Mayor Katie Milne from Tweed Shire Council kicked off the conference, followed by the Hon. Ben Franklin, Parliamentary Secretary for Renewable Energy and Northern NSW, who talked about the NSW Government’s perspective on regional development. Barbara had the pleasure to chair three presentations on renewable energy projects across New South Wales and Queensland.

Case study 1: Building a Bioresources Hub in the Upper Hunter

The first presentation was ‘Building a Bioresources Hub in the Upper Hunter’ by Gerry Bobsien from Muswellbrook Shire Council. The talk focused on the energy transition underway in the Hunter region and the opportunity this presents for renewable energy. The two coal-fired power stations located in the Muswellbrook Shire will be retired in 2022 (Liddell) and 2035 (Bayswater).

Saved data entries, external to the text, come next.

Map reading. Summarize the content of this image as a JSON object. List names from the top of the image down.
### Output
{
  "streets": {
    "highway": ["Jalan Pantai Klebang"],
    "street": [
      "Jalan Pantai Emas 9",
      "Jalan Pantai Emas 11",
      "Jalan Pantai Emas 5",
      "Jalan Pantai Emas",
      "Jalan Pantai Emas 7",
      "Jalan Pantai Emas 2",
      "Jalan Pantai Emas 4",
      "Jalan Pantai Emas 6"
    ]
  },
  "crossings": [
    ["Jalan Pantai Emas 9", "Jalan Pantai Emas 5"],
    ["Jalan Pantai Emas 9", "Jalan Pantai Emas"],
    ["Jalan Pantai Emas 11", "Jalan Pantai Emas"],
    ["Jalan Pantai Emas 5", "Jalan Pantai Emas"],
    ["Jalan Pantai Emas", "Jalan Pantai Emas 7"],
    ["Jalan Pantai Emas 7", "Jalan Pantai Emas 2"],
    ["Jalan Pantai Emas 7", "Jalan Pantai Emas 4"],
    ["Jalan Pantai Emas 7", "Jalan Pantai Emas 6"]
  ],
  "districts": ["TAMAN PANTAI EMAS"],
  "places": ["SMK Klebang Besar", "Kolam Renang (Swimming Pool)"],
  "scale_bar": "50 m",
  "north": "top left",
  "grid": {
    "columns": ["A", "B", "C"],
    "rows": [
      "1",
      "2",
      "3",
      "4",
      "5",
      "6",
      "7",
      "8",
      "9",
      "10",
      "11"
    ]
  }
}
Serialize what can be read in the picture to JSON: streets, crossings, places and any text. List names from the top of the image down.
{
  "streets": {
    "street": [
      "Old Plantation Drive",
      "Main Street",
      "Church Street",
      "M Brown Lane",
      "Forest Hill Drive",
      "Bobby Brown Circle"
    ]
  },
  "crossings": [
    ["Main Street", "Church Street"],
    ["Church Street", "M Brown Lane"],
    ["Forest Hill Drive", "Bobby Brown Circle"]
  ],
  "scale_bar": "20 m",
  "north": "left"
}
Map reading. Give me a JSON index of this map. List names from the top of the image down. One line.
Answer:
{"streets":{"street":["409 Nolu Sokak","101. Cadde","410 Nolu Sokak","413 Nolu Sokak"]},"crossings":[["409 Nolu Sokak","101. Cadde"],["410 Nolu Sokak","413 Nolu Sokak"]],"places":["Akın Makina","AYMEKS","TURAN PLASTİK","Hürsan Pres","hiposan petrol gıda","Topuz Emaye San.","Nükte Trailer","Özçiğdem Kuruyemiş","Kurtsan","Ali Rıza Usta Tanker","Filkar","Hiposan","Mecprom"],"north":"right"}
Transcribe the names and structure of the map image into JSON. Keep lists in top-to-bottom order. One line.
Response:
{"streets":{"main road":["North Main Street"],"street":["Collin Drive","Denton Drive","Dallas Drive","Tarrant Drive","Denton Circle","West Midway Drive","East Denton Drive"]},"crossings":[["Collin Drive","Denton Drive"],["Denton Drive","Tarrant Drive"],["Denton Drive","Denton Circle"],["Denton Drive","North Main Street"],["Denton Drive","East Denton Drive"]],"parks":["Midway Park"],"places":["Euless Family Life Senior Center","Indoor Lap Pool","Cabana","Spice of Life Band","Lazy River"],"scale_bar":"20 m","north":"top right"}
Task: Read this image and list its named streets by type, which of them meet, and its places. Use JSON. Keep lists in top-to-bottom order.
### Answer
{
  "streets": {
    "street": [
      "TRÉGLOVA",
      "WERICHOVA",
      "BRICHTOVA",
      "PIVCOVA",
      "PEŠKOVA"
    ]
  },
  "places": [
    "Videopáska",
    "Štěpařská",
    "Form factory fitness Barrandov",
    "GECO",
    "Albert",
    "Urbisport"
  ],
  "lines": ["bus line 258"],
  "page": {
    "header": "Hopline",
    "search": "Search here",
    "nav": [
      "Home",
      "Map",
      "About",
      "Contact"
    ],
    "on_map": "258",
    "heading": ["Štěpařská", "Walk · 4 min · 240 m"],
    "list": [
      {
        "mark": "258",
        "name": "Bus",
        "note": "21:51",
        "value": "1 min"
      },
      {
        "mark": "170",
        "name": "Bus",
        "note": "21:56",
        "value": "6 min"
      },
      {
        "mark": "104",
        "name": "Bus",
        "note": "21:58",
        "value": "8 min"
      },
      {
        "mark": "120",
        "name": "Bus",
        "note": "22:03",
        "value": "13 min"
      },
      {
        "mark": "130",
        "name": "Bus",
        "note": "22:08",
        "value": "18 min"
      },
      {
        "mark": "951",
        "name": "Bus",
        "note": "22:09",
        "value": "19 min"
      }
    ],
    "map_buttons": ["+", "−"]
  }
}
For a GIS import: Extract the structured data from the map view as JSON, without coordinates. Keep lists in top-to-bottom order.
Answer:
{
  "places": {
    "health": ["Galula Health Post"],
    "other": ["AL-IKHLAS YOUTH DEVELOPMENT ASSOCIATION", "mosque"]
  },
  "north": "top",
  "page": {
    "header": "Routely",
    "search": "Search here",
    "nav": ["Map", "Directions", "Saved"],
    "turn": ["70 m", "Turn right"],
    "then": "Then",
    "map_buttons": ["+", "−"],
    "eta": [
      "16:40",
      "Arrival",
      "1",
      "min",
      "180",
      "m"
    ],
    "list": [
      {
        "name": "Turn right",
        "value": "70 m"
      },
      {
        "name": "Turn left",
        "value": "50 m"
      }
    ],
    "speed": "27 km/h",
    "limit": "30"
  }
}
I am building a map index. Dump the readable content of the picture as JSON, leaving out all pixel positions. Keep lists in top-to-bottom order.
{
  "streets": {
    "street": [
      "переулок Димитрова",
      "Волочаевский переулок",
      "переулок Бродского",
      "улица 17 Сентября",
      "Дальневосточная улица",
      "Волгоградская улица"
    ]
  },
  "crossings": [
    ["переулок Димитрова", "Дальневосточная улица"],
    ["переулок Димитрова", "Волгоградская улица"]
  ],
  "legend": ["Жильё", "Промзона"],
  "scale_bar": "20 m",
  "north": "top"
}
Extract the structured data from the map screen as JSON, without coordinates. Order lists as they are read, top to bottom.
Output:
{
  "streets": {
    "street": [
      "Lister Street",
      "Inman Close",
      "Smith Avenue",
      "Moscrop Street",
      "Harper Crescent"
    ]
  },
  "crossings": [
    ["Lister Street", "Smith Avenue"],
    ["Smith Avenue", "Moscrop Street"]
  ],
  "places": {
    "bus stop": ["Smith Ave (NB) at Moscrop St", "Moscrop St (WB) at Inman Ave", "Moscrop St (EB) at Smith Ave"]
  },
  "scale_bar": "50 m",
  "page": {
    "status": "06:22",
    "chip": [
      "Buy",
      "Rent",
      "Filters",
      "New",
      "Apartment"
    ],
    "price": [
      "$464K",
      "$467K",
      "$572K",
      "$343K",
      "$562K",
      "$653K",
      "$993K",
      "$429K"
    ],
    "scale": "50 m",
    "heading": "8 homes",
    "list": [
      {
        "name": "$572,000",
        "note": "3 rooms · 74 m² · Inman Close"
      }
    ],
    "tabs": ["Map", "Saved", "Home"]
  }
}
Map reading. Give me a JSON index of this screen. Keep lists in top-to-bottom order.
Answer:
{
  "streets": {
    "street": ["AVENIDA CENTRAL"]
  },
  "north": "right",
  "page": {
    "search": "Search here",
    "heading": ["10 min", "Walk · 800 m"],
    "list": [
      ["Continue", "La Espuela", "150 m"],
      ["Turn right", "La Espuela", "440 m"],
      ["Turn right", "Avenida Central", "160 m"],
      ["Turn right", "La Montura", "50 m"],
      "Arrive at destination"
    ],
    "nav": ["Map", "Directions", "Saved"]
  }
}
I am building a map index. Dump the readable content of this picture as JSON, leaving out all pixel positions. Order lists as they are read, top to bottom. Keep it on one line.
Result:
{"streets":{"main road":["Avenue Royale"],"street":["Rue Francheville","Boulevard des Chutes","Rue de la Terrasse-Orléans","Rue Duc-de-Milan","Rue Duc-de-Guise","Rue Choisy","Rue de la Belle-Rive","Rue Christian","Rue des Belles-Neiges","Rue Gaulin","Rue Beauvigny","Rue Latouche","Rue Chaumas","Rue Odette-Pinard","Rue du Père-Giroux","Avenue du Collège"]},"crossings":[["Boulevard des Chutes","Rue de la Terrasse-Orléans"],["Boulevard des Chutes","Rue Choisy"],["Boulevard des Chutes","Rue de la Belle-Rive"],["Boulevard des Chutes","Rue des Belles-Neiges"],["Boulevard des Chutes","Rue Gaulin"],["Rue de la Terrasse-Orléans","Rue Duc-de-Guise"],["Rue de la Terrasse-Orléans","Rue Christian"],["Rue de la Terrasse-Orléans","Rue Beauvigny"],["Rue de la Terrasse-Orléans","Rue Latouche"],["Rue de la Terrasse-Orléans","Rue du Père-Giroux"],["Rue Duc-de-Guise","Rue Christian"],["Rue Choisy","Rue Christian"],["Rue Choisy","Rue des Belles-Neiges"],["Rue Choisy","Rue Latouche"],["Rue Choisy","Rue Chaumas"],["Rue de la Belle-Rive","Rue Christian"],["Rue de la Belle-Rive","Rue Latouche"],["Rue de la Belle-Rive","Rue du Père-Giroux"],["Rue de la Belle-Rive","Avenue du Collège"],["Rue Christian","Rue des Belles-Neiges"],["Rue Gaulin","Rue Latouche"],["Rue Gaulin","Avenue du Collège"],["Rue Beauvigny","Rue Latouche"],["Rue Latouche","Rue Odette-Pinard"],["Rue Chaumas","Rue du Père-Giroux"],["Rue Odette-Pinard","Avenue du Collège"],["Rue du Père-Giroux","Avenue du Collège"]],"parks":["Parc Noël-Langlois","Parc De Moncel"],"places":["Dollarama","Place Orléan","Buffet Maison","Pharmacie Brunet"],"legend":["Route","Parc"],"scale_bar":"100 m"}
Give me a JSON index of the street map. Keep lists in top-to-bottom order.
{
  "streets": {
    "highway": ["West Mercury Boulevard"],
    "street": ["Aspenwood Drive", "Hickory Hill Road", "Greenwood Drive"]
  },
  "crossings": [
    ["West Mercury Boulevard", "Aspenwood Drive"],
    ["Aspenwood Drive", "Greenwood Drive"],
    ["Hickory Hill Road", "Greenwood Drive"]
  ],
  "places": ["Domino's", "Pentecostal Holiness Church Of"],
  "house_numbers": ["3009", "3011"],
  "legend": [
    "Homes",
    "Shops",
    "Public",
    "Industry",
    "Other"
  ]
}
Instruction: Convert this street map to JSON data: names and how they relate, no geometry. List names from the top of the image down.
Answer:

Muswellbrook Shire Council has an active economic diversification agenda and is working with a range of regional stakeholders to foster new energy jobs in the region. The purpose of establishing a bioresources hub in the Hunter is to create an innovation incubator to drive biorenewable research through to commercial deployment. Muswellbrook Shire Council supports an initiative being driven by the University of Newcastle’s International Centre for Balanced Land Use, to promote the region as a ‘BioValley’ with valuable assets such as:

  • Skills (close proximity to a major university)
  • Biomass (large underutilised land associated with mine buffers and rehabilitation sites)
  • Grain transport rail corridor to the port of Newcastle.

According to a recent federal government report, there are 5 million tonnes of underutilised biomass resources in NSW. Access to the rail corridor could potentially deliver these feedstocks to the Upper Hunter to support a biorenewables industry.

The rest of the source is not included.